Made shortcake on Saturday when the berries reached their first real quantity. Helen's biscuit recipe — the rich version with cream rather than butter, which produces a flakier crumb — with the berries sliced and macerated with a little sugar and the whipped cream I made by hand rather than with the mixer, which is slower but produces a better texture. Ate it for dinner. All of it. It was June shortcake weather and I had June shortcake for dinner and no commentary was required.
Carol drove over on Sunday and I made it again. She said: I forgot how good this is. I said: the berries are from the patch, that's why. She said: it's not just the berries. I said: no, but the berries are the beginning. We sat on the porch in the late afternoon eating shortcake and talking about what Carol was seeing in her garden, which is in its first full year of actual production.
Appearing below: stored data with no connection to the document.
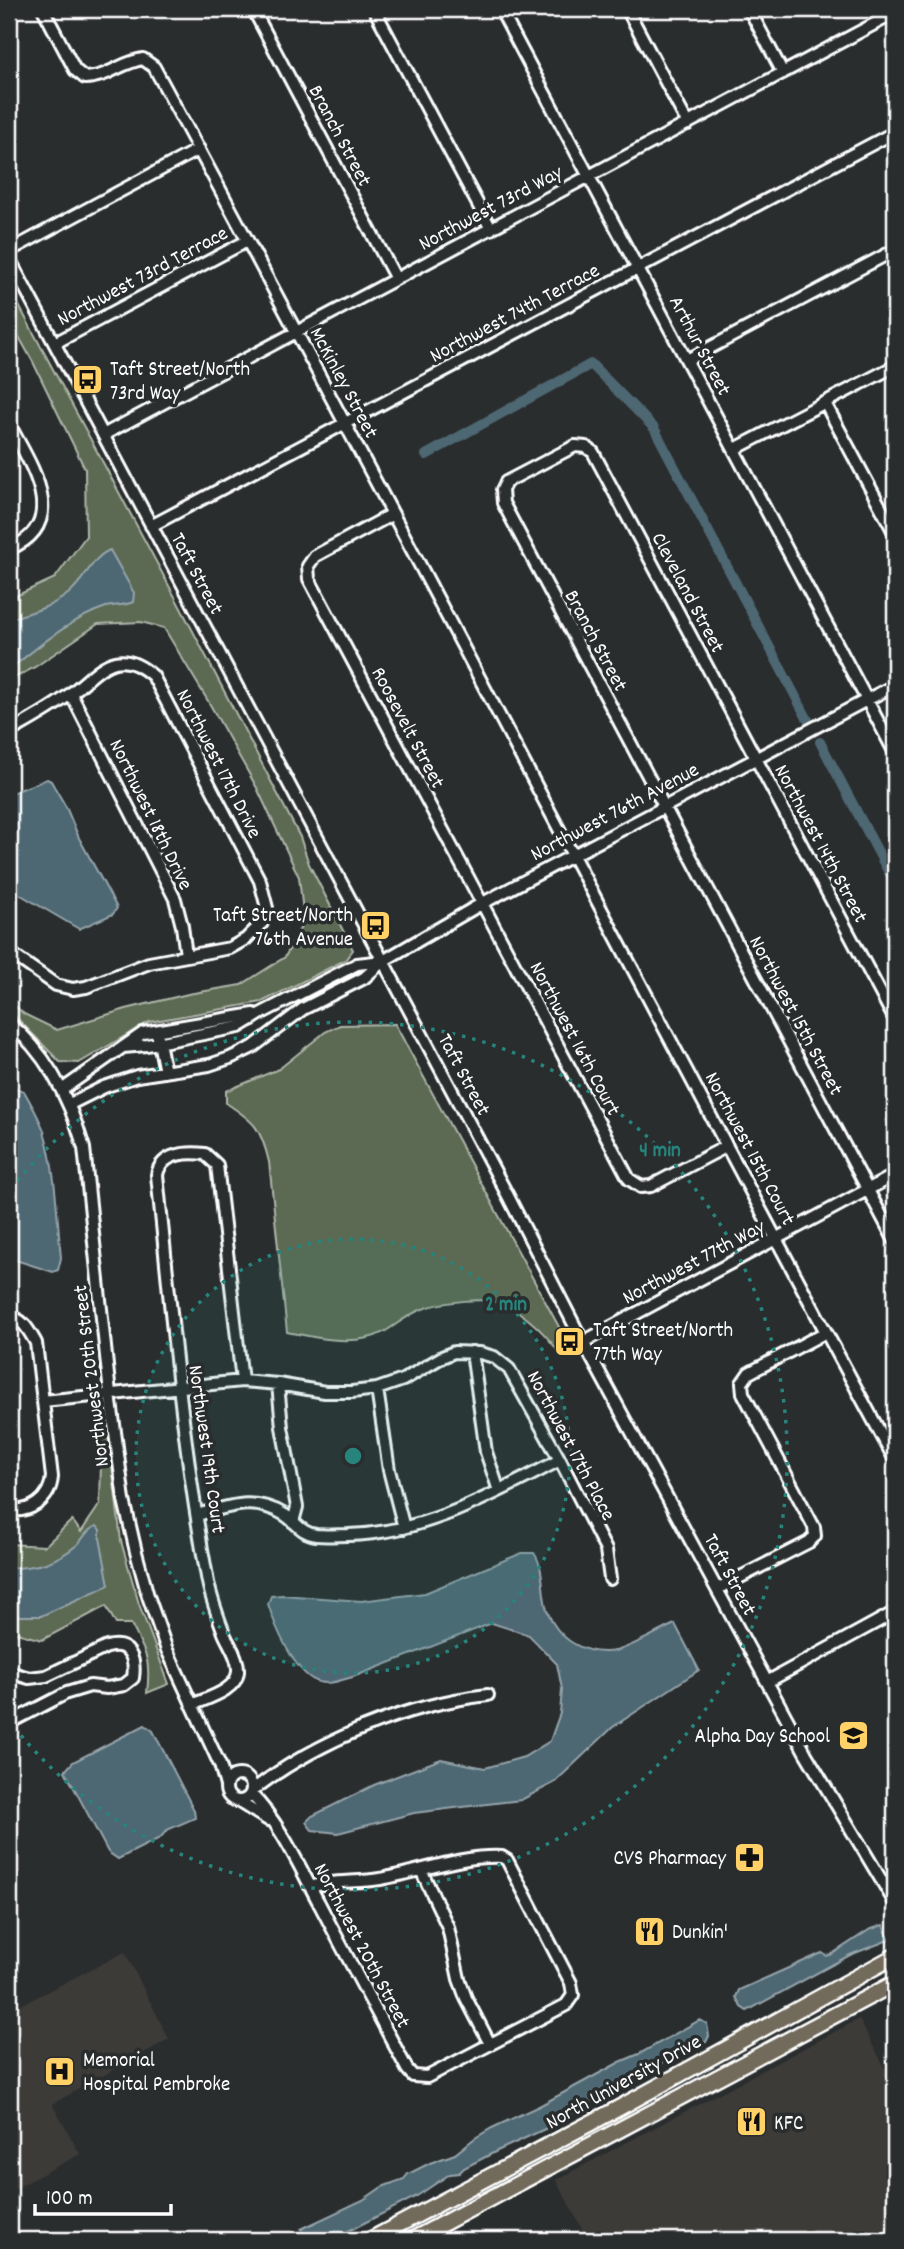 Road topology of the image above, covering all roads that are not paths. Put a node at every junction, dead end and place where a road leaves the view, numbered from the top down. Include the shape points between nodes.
1 (43, 9) edge
2 (253, 9) edge
3 (374, 9) edge
4 (500, 9) edge
5 (627, 9) edge
6 (748, 9) edge
7 (874, 9) edge
8 (895, 13) edge
9 (881, 21) junction
10 (783, 73) junction
11 (688, 124) junction
12 (895, 132) edge
13 (199, 149) junction
14 (589, 176) junction
15 (491, 229) junction
16 (247, 241) junction
17 (895, 250) edge
18 (9, 251) edge
19 (9, 258) edge
20 (637, 267) junction
21 (396, 279) junction
22 (297, 332) junction
23 (55, 343) junction
24 (687, 360) junction
25 (895, 366) edge
26 (825, 403) junction
27 (345, 424) junction
28 (9, 425) edge
29 (103, 435) junction
30 (735, 449) junction
31 (502, 490) joint
32 (393, 513) junction
33 (151, 526) junction
34 (895, 534) edge
35 (9, 549) edge
36 (895, 685) edge
37 (71, 694) junction
38 (867, 700) junction
39 (9, 732) edge
40 (895, 753) edge
41 (754, 758) junction
42 (664, 806) junction
43 (572, 856) junction
44 (481, 904) junction
45 (9, 952) edge
46 (186, 955) junction
47 (383, 961) junction
48 (895, 1020) edge
49 (9, 1023) edge
50 (158, 1037) junction
51 (165, 1072) junction
52 (62, 1089) junction
53 (70, 1104) junction
54 (727, 1146) junction
55 (895, 1175) edge
56 (867, 1189) junction
57 (777, 1237) junction
58 (895, 1241) edge
59 (12, 1317) edge
60 (826, 1332) junction
61 (583, 1342) junction
62 (472, 1352) junction
63 (242, 1381) junction
64 (278, 1384) junction
65 (179, 1387) junction
66 (377, 1389) junction
67 (110, 1394) junction
68 (43, 1401) junction
69 (895, 1460) edge
70 (560, 1461) junction
71 (499, 1492) junction
72 (9, 1510) edge
73 (197, 1515) junction
74 (293, 1522) junction
75 (404, 1528) junction
76 (610, 1579) dead end
77 (717, 1589) junction
78 (895, 1612) edge
79 (9, 1672) edge
80 (767, 1682) junction
81 (488, 1695) dead end
82 (192, 1705) junction
83 (9, 1723) edge
84 (205, 1735) junction
85 (292, 1763) junction
86 (244, 1777) junction
87 (226, 1786) junction
88 (252, 1792) junction
89 (239, 1802) junction
90 (276, 1826) junction
91 (421, 1870) junction
92 (310, 1887) junction
93 (895, 1903) edge
94 (895, 1956) edge
95 (895, 1983) edge
96 (490, 2044) junction
97 (370, 2240) edge
98 (412, 2240) edge

1 - 13 street, McKinley Street via 75,70 85,78 99,78 130,61 143,59 155,67
2 - 21 street, Branch Street
3 - 15 street
4 - 14 street, Arthur Street
5 - 11 street
6 - 10 street
7 - 9 street
8 - 9 street, Northwest 73rd Way
9 - 10 street, Northwest 73rd Way
10 - 11 street, Northwest 73rd Way
11 - 14 street, Northwest 73rd Way
12 - 20 street, Northwest 74th Terrace
13 - 16 street, McKinley Street
13 - 18 street
14 - 15 street, Northwest 73rd Way
14 - 20 street, Arthur Street
15 - 21 street, Northwest 73rd Way
16 - 22 street, McKinley Street
16 - 23 street, Northwest 73rd Terrace
17 - 24 street
19 - 23 street, Taft Street
20 - 24 street, Arthur Street
20 - 27 street, Northwest 74th Terrace
21 - 22 street, Northwest 73rd Way
22 - 27 street, McKinley Street
22 - 29 street, Northwest 73rd Way
23 - 29 street, Taft Street
24 - 30 street, Arthur Street
25 - 26 street
26 - 30 street
26 - 34 street
27 - 32 street, McKinley Street
27 - 33 street, Northwest 74th Terrace
28 - 35 street via 38,478 43,497 40,521 29,538
29 - 33 street, Taft Street
30 - 38 street, Arthur Street
31 - 41 street, Cleveland Street via 506,482 575,446 593,452
31 - 42 street, Branch Street via 503,503
32 - 43 street, McKinley Street
32 - 44 street, Roosevelt Street via 315,556 308,566 309,579
33 - 47 street, Taft Street
36 - 38 street, Northwest 76th Avenue
37 - 39 street
37 - 46 street, Northwest 18th Drive via 175,899
37 - 46 street, Northwest 17th Drive via 106,664 130,662 145,668 260,881 267,908 262,923 230,948
38 - 40 street, Arthur Street
38 - 41 street, Northwest 76th Avenue
41 - 42 street, Northwest 76th Avenue
41 - 48 street, Northwest 14th Street
42 - 43 street, Northwest 76th Avenue
42 - 56 street, Northwest 15th Street
43 - 44 street, Northwest 76th Avenue
43 - 54 street, Northwest 15th Court
44 - 47 street, Northwest 76th Avenue
44 - 54 street, Northwest 16th Court via 629,1179 640,1187 651,1186
45 - 46 street via 56,985 73,989
47 - 50 street, Northwest 76th Avenue via 356,964 239,1027
47 - 51 street, Northwest 76th Avenue via 364,978 303,1009 230,1058
47 - 61 street, Taft Street
49 - 52 street, Northwest 20th Street via 42,1058
50 - 51 street
50 - 52 street, Northwest 76th Avenue via 123,1047
51 - 53 street, Northwest 76th Avenue via 104,1087
52 - 53 street, Northwest 20th Street
53 - 67 street, Northwest 20th Street via 83,1148
54 - 57 street, Northwest 15th Court
55 - 56 street, Northwest 77th Way
56 - 57 street, Northwest 77th Way
56 - 58 street, Northwest 15th Street
57 - 60 street, Northwest 15th Court
57 - 61 street, Northwest 77th Way
59 - 68 street via 27,1327 36,1343
60 - 69 street, Northwest 15th Court
60 - 77 street via 749,1373 742,1383 815,1536
61 - 77 street, Taft Street
62 - 66 street via 454,1352
62 - 70 street, Northwest 17th Place via 494,1357 509,1369
62 - 71 street via 486,1452
63 - 64 street
63 - 65 street
63 - 65 street, Northwest 19th Court via 217,1165 211,1157 198,1153 167,1158 157,1174
64 - 66 street via 325,1392
64 - 74 street via 297,1507
65 - 67 street
65 - 73 street, Northwest 19th Court
66 - 75 street via 389,1470
67 - 68 street
67 - 82 street, Northwest 20th Street via 136,1552 167,1650
68 - 72 street via 51,1487 35,1507
70 - 71 street
70 - 76 street, Northwest 17th Place via 606,1550
71 - 75 street via 457,1512
73 - 74 street via 250,1503 267,1506
73 - 82 street, Northwest 19th Court via 214,1605 238,1671 230,1686
74 - 75 street via 302,1532 317,1535
77 - 80 street, Taft Street
78 - 80 street
79 - 83 street via 29,1678 46,1675 117,1644 131,1655 135,1667 133,1678 124,1685 90,1686 67,1693
80 - 93 street, Taft Street
81 - 85 street via 389,1718
82 - 84 street, Northwest 20th Street
84 - 86 street, Northwest 20th Street via 229,1767
84 - 87 street, Northwest 20th Street
85 - 86 street
85 - 88 street
86 - 87 street via 231,1778
86 - 88 street
87 - 89 street via 228,1795
88 - 89 street
88 - 90 street, Northwest 20th Street
89 - 90 street, Northwest 20th Street
90 - 92 street, Northwest 20th Street
91 - 92 street
91 - 96 street via 448,1927 466,1998
91 - 96 street via 465,1858 507,1860 571,1983 573,1994 566,2005
92 - 96 street, Northwest 20th Street via 414,2076 427,2077
94 - 97 main road, North University Drive
95 - 98 main road, North University Drive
She's pleased in the way of someone who did the work and is receiving the result. That's the best kind of pleased.
After two rounds of shortcake in one weekend — Saturday alone, Sunday with Carol — I started thinking about what it is that makes this season’s desserts feel so specific and irreplaceable. It’s the lightness. It’s the sense that the cake itself should stay out of the way of whatever fruit and cream you’re building around it. This toffee angel food cake sits squarely in that tradition: airy enough to serve in June, just sweet enough to feel like a occasion, and a natural platform for a spoonful of macerated berries if you happen to have a patch coming in.
Toffee Angel Food Cake
Prep Time: 20 min | Cook Time: 40 min | Total Time: 1 hr | Servings: 12
Ingredients
- 1 1/2 cups egg whites (about 12 large eggs), room temperature
- 1 1/2 teaspoons cream of tartar
- 1/4 teaspoon salt
- 1 1/4 cups granulated sugar, divided
- 1 cup cake flour, sifted
- 1 teaspoon vanilla extract
- 1/2 teaspoon almond extract
- 3/4 cup toffee bits (such as Heath baking bits), divided
- 1 cup heavy whipping cream
- 2 tablespoons powdered sugar
Instructions
- Preheat and prepare. Heat oven to 350°F. Have a 10-inch ungreased tube pan ready — do not grease it, as the batter needs to cling to the sides to rise properly.
- Beat the whites. In a large bowl, beat egg whites, cream of tartar, and salt with an electric mixer on medium speed until foamy. Gradually add 3/4 cup of the granulated sugar, increasing speed to high, and beat until stiff glossy peaks form. Beat in vanilla and almond extracts.
- Fold in the flour. Sift the cake flour with the remaining 1/2 cup sugar in three additions, gently folding each addition into the egg whites with a wide rubber spatula until just combined. Do not deflate the batter.
- Add the toffee. Fold in 1/2 cup of the toffee bits with the final flour addition, distributing evenly without overmixing.
- Bake. Spoon batter into the tube pan and smooth the top. Bake 38 to 42 minutes, until the top is golden and a toothpick inserted near the center comes out clean. The cake should spring back when lightly pressed.
- Cool inverted. Immediately invert the pan onto its legs or over the neck of a bottle. Let cool completely, at least 1 hour — this step is not optional. The cake will fall if cooled upright.
- Remove from pan. Run a thin knife around the outer and inner edges of the pan. Invert onto a serving plate and lift the pan away.
- Whip the cream. Beat heavy cream and powdered sugar to soft peaks. Spread or dollop over the top of the cake and scatter the remaining 1/4 cup toffee bits over the cream just before serving.
Nutrition (per serving)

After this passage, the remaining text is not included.